A mio avviso, quello che maggiormente “mortifica” il nostro concetto di COGNITIVITA’ emerge da una recente scoperta scientifica che aiuta a comprendere meglio la “teoria del filtro”(come il cervello si comporta in situazioni in cui esiste un sovraccarico di inputs sensoriali).

Sappiamo che, quando due informazioni vengono presentate simultaneamente a due canali sensoriali differenti o a due distinte vie anatomiche sensoriali, quali due orecchie (per esempio utilizzando due voci diverse che fanno pervenire una serie di numeri ad un orecchio e delle parole all’altro orecchio), chiedendo  di prestare attenzione ai messaggi che giungono ad un solo orecchio, le persone riferiranno solo ciò a cui hanno prestato attenzione, pur essendo in grado di identificare l’altezza o il sesso della voce che ha inviato messaggi all’altro orecchio. Questo perchè, tutti gli inputs sensoriali che arriveranno alle cortecce cerebrali (sede della consapevolezza) devono giungere prima alla formazione reticolare (tronco cerebrale) ed al talamo. Le cellule nervose che compongono i nuclei di queste antiche strutture, non soltanto determinano uno stato di maggiore o minore attenzione, ma possono anche chiudere o aprire dei canali sensoriali preferenziali.

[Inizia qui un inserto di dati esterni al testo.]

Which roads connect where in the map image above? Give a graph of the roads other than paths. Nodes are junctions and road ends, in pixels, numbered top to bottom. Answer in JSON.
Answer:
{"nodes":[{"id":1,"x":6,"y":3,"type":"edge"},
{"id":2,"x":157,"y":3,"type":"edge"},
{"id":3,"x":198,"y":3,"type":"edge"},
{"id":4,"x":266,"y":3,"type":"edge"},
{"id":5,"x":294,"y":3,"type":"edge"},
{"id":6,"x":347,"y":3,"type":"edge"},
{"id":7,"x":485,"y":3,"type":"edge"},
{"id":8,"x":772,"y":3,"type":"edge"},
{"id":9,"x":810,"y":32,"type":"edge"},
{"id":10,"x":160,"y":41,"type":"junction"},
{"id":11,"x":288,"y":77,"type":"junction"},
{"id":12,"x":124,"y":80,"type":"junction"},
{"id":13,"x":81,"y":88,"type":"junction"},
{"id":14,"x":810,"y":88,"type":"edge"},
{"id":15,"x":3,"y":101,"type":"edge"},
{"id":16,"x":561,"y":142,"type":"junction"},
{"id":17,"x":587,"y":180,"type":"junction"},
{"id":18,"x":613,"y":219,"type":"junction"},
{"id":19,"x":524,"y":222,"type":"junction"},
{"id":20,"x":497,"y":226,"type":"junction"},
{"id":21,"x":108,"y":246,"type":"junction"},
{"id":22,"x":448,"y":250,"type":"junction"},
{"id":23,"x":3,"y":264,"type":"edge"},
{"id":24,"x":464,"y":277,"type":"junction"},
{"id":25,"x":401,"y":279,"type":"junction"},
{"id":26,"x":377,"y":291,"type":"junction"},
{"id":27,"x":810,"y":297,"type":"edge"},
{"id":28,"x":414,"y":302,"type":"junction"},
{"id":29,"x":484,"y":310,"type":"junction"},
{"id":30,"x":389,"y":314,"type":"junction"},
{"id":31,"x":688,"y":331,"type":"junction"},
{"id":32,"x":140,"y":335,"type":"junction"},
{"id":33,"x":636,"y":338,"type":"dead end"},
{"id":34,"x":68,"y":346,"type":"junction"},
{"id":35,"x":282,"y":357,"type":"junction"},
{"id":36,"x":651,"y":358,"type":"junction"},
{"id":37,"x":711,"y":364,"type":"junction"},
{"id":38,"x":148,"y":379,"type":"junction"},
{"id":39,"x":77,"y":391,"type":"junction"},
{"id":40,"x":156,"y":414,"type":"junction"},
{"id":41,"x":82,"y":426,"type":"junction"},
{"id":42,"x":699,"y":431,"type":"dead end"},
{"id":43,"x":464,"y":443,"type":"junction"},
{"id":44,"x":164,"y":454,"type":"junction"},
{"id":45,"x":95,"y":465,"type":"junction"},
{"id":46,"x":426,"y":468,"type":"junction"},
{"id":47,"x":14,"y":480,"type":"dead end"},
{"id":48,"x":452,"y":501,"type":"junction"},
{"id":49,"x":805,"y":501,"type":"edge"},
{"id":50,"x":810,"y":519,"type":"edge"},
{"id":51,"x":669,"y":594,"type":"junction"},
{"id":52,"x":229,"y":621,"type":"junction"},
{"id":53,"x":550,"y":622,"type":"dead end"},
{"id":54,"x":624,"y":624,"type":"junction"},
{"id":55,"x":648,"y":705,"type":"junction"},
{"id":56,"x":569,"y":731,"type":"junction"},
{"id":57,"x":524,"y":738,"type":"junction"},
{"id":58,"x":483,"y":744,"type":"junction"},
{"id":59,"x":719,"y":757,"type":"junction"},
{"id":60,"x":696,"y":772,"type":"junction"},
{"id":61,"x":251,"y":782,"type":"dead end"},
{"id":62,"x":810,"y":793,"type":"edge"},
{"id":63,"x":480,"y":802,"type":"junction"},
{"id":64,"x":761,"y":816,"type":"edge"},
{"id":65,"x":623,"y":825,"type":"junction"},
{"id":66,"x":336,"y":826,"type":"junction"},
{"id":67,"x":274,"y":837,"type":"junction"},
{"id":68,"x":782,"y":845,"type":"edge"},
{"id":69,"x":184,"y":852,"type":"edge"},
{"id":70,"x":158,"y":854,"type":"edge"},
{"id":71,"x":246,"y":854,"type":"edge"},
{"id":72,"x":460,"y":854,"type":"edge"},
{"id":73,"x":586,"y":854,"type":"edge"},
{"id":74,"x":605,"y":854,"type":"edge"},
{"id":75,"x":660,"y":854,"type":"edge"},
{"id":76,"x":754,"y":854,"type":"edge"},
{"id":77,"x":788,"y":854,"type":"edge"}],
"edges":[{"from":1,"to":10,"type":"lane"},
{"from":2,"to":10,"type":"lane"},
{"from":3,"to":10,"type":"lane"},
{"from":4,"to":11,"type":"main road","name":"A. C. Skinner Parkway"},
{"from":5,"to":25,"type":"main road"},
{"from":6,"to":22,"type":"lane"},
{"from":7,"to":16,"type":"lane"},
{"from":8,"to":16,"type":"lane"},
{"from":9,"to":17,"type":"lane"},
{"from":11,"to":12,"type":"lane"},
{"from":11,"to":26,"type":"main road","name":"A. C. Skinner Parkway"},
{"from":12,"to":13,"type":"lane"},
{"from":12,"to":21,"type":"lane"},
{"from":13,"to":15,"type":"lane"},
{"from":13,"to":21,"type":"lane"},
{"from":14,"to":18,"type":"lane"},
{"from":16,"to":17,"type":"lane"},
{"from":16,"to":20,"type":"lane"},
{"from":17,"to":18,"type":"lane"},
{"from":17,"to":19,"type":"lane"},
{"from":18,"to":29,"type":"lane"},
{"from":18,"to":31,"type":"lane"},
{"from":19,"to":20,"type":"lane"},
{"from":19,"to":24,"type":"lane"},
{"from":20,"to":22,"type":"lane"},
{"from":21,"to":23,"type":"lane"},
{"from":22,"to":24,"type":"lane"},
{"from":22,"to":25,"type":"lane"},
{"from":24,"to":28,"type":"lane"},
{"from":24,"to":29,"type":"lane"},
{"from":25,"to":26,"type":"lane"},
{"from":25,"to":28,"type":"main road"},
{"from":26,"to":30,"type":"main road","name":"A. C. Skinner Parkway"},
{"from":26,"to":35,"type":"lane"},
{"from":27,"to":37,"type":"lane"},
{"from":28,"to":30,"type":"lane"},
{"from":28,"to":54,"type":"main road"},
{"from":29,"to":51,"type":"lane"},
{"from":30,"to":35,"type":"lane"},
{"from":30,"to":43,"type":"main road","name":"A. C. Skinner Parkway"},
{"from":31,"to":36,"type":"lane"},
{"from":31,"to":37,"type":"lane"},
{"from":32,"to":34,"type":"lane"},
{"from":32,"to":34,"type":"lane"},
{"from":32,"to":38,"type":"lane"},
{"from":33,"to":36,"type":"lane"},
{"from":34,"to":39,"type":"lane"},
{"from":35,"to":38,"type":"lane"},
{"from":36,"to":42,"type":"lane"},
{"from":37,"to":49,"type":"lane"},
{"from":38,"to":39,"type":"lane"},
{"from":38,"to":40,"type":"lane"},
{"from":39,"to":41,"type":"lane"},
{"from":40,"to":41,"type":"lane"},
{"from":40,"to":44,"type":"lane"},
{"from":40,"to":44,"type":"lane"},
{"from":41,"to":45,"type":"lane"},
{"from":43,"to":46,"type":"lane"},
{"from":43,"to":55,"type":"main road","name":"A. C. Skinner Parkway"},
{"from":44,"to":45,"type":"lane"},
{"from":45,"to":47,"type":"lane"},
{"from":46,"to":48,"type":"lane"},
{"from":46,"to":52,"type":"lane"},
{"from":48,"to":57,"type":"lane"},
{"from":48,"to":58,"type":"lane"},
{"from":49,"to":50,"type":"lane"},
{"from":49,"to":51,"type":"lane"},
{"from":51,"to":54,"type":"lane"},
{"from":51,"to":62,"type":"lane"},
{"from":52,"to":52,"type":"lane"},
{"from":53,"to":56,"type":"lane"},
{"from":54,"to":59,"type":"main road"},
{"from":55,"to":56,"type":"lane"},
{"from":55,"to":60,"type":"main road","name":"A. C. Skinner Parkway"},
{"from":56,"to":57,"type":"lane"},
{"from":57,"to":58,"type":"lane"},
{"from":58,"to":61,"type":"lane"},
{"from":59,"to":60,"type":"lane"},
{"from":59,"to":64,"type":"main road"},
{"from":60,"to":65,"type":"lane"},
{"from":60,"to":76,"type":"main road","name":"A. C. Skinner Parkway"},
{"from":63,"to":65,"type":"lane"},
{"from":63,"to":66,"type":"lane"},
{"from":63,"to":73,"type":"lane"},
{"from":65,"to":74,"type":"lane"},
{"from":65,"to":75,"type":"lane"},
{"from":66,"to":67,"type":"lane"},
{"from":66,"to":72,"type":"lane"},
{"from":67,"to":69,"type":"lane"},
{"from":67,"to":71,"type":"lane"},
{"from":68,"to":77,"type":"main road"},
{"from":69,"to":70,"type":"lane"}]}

Allo stesso tempo, la teoria del filtro presentava un problema di conoscenza scientifica: se è importante prestare attenzione, è pur vero che è necessario smettere di rispondere agli stimoli che si ripetono con monotonia.

In tante patologie del Sistema Nervoso, ed in particolare in patologie del neurosviluppo (A.D.H.D., autismo, quadri di paralisi cerebrali infantile, sindrome di Tourette) non ci si riesce a staccare da ciò che attrae, restando continuamente attratti da ciò che è già noto.

Il tutto con rilevanti problematiche sociali e relazionali (non dimentichiamo mai che queste sono le consequenze del disordine neurologico e non la causa del problema).

Recentemente è stato scoperto che il neurotipo di questa difficoltà a staccarsi da uno stimolo non va ricercato nelle strutture neurali ritenute la sede della “cognitività umana”(parte anteriore dei lobi frontali), bensì nelle strutture neuronali profonde (quelle che condividiamo con molte specie del creato). Infatti, un piccolo nucleo del tronco cerebrale, detto nucleo interpedencolare in quanto posto tra i peduncoli cerebrali, agisce come un freno capace di ridurre la voglia di continuare ad esplorare oggetti familiari.

I ricercatori (Università del Massachusetts) hanno dimostrato che inibendo le cellule nervose del nucleo interpeduncolare si induceva una maggiore attenzione ed interazione con oggetti familiari, come se fossero nuovi. Al contrario, attivando le stesse cellule nervose si riduceva l’interesse nei confronti di stimoli già noti.

Solo attraverso un approccio neurobiologico evolutivo e, dunque, riportando l’uomo nella natura, possiamo comprendere, sempre meglio, sia i nostri comportamenti che quelli anomali.